* [The data]

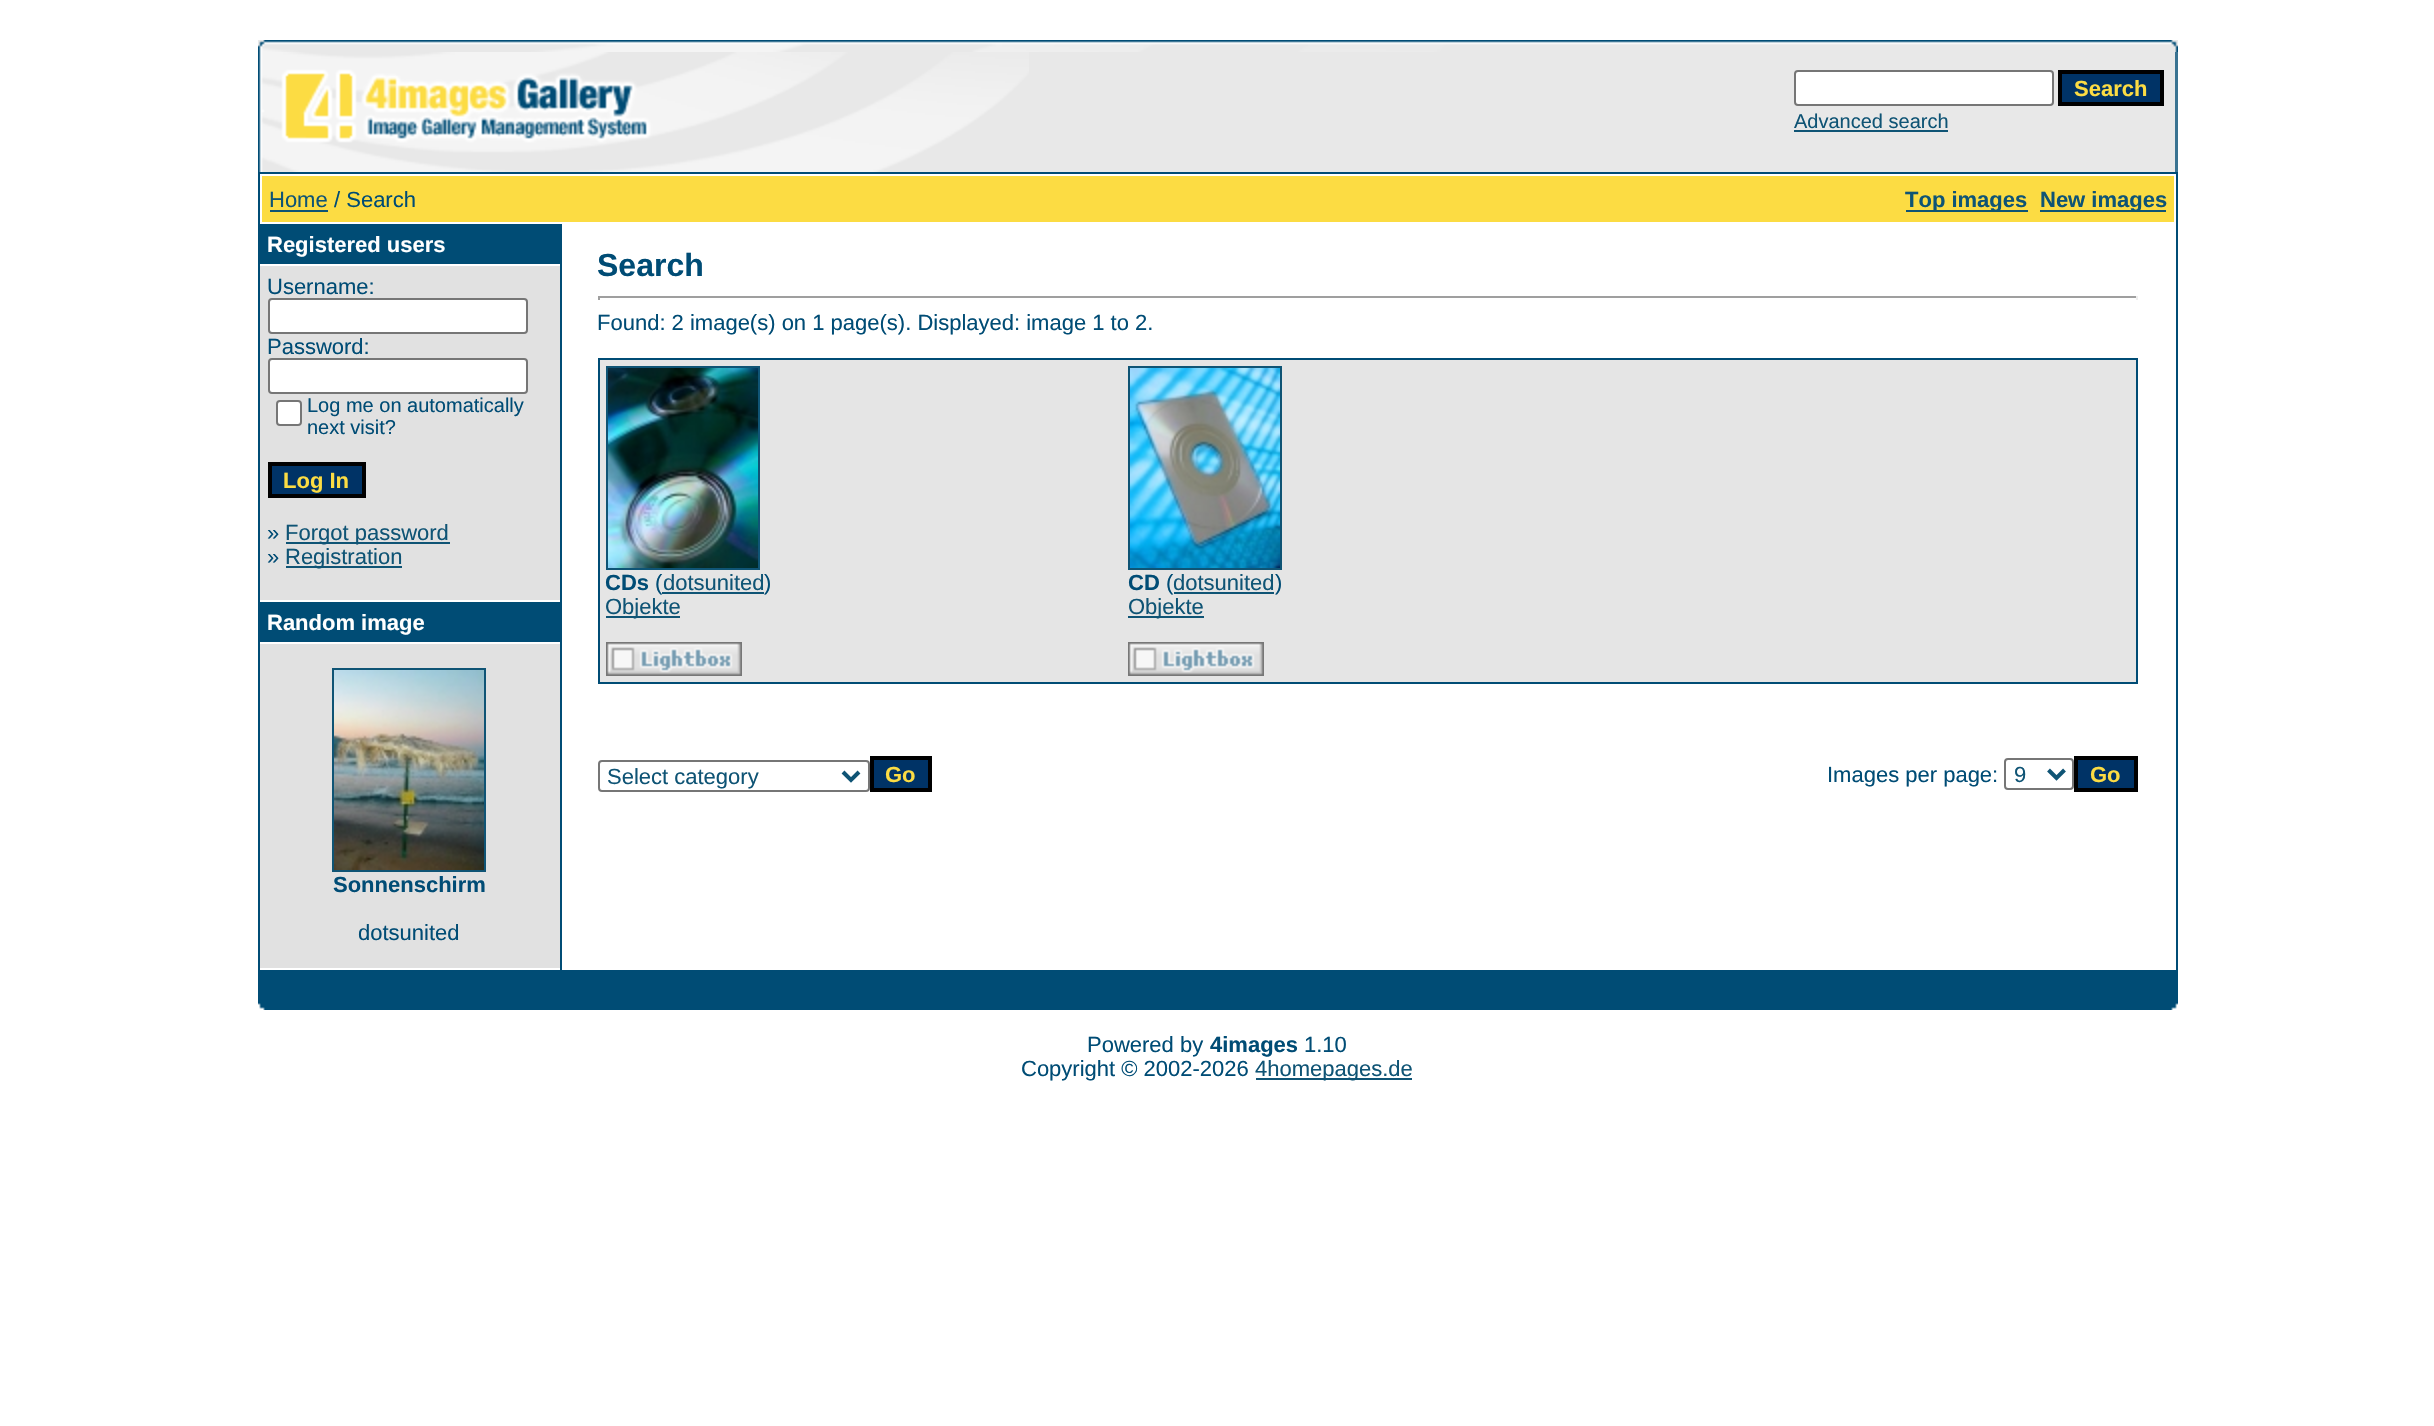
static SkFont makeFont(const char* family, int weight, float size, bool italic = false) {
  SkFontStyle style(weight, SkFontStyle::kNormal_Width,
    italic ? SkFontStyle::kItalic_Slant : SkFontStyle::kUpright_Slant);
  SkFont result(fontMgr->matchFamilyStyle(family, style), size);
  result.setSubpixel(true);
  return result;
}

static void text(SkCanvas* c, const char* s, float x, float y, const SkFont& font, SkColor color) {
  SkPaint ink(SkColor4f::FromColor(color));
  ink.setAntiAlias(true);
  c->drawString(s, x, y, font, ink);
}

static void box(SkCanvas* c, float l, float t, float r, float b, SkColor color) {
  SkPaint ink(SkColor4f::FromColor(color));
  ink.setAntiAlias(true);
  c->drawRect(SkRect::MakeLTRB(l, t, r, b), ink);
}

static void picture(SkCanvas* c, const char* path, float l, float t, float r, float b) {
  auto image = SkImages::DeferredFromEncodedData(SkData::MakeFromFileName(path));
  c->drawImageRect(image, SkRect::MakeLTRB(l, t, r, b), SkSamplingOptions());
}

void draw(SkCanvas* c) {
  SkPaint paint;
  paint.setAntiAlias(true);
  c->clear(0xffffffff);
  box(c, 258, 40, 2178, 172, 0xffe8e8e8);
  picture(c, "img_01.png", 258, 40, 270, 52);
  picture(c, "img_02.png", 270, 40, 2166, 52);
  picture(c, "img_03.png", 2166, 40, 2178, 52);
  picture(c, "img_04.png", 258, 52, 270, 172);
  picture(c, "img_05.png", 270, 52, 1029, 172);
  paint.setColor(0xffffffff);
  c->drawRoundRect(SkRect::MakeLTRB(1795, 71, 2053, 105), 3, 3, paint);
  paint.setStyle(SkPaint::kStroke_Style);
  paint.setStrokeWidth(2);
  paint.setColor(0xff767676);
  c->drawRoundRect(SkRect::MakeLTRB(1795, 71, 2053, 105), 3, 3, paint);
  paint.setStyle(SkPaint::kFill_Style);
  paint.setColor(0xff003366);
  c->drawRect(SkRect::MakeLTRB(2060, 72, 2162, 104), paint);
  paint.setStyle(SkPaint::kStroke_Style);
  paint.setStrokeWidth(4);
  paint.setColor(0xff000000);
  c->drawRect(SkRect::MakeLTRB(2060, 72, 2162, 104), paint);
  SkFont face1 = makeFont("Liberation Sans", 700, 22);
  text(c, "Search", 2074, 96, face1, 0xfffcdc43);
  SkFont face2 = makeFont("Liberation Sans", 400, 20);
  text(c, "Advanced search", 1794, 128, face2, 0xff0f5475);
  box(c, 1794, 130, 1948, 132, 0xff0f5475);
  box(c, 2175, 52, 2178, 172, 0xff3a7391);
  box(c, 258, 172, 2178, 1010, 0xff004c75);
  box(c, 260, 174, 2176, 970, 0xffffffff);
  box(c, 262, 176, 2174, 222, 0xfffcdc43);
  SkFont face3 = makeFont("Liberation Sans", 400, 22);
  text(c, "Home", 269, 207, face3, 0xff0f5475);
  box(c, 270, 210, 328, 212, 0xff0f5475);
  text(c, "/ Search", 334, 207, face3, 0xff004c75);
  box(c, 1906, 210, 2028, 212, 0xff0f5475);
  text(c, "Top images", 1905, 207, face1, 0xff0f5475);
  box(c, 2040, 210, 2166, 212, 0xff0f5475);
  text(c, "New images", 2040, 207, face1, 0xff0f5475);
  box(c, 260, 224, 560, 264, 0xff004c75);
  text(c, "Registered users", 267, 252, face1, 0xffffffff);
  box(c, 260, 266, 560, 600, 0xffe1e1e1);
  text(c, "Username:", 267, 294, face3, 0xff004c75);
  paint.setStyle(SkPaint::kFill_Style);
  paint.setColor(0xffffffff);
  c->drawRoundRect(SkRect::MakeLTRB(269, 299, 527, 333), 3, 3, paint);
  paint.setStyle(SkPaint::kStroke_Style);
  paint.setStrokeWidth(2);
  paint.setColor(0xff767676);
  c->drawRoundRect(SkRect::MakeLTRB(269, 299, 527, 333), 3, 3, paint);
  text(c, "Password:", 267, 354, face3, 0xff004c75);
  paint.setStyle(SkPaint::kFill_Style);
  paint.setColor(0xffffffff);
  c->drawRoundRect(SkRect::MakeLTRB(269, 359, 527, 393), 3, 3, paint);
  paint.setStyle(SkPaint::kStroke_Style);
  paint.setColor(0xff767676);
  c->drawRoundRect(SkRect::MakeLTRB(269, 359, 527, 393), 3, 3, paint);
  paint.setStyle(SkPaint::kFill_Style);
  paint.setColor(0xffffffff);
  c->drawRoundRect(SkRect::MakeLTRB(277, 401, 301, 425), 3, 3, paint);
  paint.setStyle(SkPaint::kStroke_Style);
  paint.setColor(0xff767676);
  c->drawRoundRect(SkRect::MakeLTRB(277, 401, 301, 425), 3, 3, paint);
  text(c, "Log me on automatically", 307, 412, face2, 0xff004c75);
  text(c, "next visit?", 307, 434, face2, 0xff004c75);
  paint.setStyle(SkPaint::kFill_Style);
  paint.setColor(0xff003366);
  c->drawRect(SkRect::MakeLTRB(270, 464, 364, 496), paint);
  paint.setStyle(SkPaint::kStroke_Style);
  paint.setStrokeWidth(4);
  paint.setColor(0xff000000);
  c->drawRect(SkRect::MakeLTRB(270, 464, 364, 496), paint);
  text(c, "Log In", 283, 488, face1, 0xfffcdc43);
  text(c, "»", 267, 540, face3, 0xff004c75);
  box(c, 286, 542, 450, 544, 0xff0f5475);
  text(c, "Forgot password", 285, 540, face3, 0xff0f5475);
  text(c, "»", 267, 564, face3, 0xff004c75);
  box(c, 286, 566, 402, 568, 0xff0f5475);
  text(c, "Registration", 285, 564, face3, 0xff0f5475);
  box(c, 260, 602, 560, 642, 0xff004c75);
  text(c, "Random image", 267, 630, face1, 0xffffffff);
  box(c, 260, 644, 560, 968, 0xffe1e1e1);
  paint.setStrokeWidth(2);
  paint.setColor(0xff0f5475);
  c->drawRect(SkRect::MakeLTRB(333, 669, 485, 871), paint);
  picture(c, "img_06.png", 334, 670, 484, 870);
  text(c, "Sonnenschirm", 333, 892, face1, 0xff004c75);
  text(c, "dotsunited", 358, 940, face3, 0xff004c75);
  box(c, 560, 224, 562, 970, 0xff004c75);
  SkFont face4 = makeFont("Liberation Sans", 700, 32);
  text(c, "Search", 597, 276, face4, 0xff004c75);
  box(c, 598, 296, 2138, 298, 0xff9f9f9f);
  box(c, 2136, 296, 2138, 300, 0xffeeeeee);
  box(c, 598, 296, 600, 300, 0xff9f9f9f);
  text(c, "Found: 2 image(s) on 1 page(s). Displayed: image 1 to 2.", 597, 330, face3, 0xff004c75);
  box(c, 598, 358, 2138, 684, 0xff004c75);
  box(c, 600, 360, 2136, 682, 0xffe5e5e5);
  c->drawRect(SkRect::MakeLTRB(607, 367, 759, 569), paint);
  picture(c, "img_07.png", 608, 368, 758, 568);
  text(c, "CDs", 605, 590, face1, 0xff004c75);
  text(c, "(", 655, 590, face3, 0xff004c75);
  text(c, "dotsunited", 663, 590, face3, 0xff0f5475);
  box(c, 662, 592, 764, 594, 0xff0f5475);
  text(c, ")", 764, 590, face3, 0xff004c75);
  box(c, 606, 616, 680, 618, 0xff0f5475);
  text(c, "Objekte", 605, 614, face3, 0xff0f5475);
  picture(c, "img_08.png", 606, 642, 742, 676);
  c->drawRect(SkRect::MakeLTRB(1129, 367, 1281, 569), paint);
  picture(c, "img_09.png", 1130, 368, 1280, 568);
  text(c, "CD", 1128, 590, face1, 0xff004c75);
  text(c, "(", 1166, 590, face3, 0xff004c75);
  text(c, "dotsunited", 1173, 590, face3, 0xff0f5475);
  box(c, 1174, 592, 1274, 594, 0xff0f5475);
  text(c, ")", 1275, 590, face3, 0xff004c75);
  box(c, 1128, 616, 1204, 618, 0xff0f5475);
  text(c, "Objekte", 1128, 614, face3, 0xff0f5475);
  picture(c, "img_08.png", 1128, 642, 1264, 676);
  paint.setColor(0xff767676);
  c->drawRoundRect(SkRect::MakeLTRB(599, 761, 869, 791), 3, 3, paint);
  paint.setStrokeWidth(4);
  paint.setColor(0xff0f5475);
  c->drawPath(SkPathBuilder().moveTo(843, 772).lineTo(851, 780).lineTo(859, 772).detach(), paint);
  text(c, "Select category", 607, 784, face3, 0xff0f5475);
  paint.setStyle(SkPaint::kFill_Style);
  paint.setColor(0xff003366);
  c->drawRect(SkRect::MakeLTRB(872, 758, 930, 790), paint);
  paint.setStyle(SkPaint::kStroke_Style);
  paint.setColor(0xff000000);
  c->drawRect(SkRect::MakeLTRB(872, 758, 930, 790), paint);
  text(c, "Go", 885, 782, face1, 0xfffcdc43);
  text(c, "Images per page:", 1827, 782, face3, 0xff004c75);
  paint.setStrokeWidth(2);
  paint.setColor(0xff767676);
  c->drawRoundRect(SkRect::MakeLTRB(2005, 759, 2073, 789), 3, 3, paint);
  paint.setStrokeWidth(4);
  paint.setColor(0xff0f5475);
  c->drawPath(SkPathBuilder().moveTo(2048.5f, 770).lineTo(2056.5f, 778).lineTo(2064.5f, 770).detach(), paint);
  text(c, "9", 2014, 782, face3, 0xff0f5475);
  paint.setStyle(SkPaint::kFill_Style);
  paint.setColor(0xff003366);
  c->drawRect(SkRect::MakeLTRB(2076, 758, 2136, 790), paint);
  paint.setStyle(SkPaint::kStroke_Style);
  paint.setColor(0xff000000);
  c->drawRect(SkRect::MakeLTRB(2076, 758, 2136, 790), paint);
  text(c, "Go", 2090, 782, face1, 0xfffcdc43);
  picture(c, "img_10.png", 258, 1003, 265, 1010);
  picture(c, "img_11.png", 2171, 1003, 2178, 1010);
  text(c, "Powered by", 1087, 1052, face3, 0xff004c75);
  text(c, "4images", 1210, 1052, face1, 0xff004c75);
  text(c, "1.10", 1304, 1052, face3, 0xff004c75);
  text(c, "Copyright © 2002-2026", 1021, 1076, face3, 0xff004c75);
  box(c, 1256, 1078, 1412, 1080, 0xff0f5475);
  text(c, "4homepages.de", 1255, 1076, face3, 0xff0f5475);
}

* [Problem to solve] Check each line of these records for the string "true" and state only how many lines have it.

* [Written response] 4